Problem to work on =
Without any pictures, output the records exactly as they are.

Data for analysis =

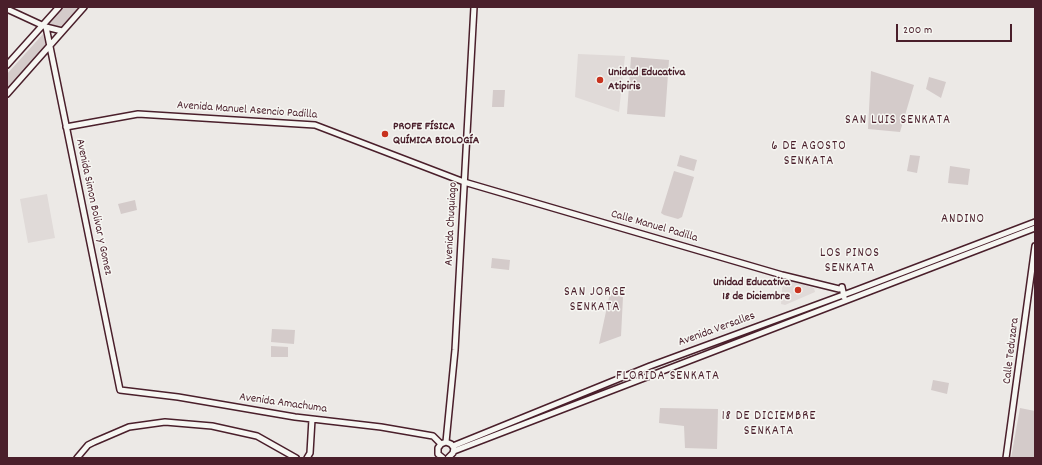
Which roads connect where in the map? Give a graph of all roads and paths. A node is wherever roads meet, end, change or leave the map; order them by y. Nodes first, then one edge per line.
1 (59, 7) edge
2 (84, 7) edge
3 (474, 7) edge
4 (7, 9) edge
5 (45, 26) junction
6 (62, 31) junction
7 (49, 47) junction
8 (7, 65) edge
9 (7, 94) edge
10 (66, 127) junction
11 (464, 182) junction
12 (1035, 222) edge
13 (1035, 228) edge
14 (1035, 246) edge
15 (843, 295) junction
16 (844, 302) junction
17 (120, 390) joint
18 (312, 419) junction
19 (443, 443) junction
20 (453, 448) junction
21 (77, 458) edge
22 (296, 458) edge
23 (306, 458) edge
24 (443, 458) edge
25 (449, 458) edge
26 (1006, 458) edge

1 - 5 street
2 - 6 street
3 - 11 street, Avenida Chuquiago
4 - 5 street
5 - 6 street
5 - 7 street, Avenida Simon Bolivar y Gomez
5 - 8 street
6 - 7 street
7 - 9 street
7 - 10 street, Avenida Simon Bolivar y Gomez
10 - 11 street, Avenida Manuel Asencio Padilla
10 - 17 street, Avenida Simon Bolivar y Gomez
11 - 15 street, Calle Manuel Padilla
11 - 19 street, Avenida Chuquiago
12 - 15 street, Avenida Versalles
13 - 16 street, Avenida Versalles
14 - 26 street, Calle Teduzara
15 - 16 street
15 - 20 street, Avenida Versalles
16 - 20 street, Avenida Versalles
17 - 18 street, Avenida Amachuma
18 - 19 street, Avenida Amachuma
18 - 23 street
19 - 20 street, Avenida Amachuma
19 - 24 street, Avenida Chuquiago
20 - 25 street
21 - 22 street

Output for this task =
Which roads connect where in the map? Give a graph of all roads and paths. A node is wherever roads meet, end, change or leave the map; order them by y. Nodes first, then one edge per line.
1 (59, 7) edge
2 (84, 7) edge
3 (474, 7) edge
4 (7, 9) edge
5 (45, 26) junction
6 (62, 31) junction
7 (49, 47) junction
8 (7, 65) edge
9 (7, 94) edge
10 (66, 127) junction
11 (464, 182) junction
12 (1035, 222) edge
13 (1035, 228) edge
14 (1035, 246) edge
15 (843, 295) junction
16 (844, 302) junction
17 (120, 390) joint
18 (312, 419) junction
19 (443, 443) junction
20 (453, 448) junction
21 (77, 458) edge
22 (296, 458) edge
23 (306, 458) edge
24 (443, 458) edge
25 (449, 458) edge
26 (1006, 458) edge

1 - 5 street
2 - 6 street
3 - 11 street, Avenida Chuquiago
4 - 5 street
5 - 6 street
5 - 7 street, Avenida Simon Bolivar y Gomez
5 - 8 street
6 - 7 street
7 - 9 street
7 - 10 street, Avenida Simon Bolivar y Gomez
10 - 11 street, Avenida Manuel Asencio Padilla
10 - 17 street, Avenida Simon Bolivar y Gomez
11 - 15 street, Calle Manuel Padilla
11 - 19 street, Avenida Chuquiago
12 - 15 street, Avenida Versalles
13 - 16 street, Avenida Versalles
14 - 26 street, Calle Teduzara
15 - 16 street
15 - 20 street, Avenida Versalles
16 - 20 street, Avenida Versalles
17 - 18 street, Avenida Amachuma
18 - 19 street, Avenida Amachuma
18 - 23 street
19 - 20 street, Avenida Amachuma
19 - 24 street, Avenida Chuquiago
20 - 25 street
21 - 22 street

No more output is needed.